Consider, first, the participant in group 1. In the last block of the pre-exposure phase (block 4), this participant generated approximately straight hand paths. When the force field was unexpectedly turned on in the first block of the exposure phase (block 5), hand paths were greatly perturbed away from the obstacle. However, the participant gradually adapted to the opposing force fields such that hand paths became increasing straight across blocks. Note that in later trials of the exposure phase, the object occasionally hit the obstacle. Thus, in block 56, the object hit the right obstacle in one of the trials (such that the blue hand path contacts the blue obstacle). In the first block of baseline trials after the force fields were turned off (block 57), clear aftereffects are observed where the hand is “perturbed” in the opposite direction, indicating that the participant was compensating for the expected, but unexpectedly removed, force field. In all of the trials in this block, the object contacted the obstacle. However, by the last block of the postexposure phase (block 68), the participant had fully de-adapted, and straight-line hand paths, similar to those observed before the exposure phase (block 4), were observed. These results indicate that this participant was able to form motor memories of the opposing force fields when implicitly controlling different ends of the object to remove the dust.

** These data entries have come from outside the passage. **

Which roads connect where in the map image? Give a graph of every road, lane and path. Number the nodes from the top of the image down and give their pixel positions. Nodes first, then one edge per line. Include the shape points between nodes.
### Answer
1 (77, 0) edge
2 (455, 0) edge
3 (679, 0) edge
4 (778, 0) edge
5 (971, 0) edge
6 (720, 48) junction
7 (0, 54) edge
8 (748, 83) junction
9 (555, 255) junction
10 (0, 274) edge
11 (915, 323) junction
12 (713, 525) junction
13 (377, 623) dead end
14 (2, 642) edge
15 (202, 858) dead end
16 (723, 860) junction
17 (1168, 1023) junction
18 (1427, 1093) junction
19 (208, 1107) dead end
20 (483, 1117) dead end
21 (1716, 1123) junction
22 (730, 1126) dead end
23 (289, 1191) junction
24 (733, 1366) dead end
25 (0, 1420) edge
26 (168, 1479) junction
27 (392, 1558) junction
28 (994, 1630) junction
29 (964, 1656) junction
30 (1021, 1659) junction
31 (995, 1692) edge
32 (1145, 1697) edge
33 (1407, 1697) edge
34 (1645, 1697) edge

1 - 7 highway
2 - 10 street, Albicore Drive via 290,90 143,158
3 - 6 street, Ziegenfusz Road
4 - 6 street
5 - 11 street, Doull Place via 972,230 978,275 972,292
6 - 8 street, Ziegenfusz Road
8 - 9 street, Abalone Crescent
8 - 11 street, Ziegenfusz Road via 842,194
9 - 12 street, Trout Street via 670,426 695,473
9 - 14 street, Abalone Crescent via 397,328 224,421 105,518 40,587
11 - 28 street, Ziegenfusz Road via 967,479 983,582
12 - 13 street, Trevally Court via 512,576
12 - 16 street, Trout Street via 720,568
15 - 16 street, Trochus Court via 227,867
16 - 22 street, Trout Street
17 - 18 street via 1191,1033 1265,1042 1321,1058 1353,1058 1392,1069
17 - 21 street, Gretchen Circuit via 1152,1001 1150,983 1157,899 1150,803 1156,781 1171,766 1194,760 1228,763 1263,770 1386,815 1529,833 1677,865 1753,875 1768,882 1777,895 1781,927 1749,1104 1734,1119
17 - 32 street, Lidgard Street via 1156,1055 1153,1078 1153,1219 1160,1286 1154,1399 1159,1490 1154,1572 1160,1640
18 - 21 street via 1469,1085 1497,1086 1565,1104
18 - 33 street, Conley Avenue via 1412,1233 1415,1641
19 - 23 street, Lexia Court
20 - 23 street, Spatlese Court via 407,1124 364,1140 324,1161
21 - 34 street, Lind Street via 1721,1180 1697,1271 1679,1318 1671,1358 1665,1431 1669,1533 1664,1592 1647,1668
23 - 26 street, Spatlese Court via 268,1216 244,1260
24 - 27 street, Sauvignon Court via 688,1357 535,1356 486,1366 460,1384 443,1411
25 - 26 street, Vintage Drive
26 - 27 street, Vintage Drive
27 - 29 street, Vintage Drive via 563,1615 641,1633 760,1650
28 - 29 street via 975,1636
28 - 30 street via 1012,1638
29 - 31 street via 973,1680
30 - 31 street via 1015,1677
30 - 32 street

Now consider the hand paths for the representative participants in groups 2 and 3. In contrast to the representative participant in group 1, both of these participants failed to adapt to the opposing force fields such that their hand paths continued to be perturbed away from the obstacle throughout the exposure phase. Consistent with this failure to adapt, limited aftereffects were observed when the force fields were turned off at the start of the postexposure phase (block 57). These results indicate that these participants were not able to form memories of the opposing force fields when controlling a single control location to move to a target (group 2) or erase a line of dust (group 3).

Adjusted maximum perpendicular error in non-channel trials.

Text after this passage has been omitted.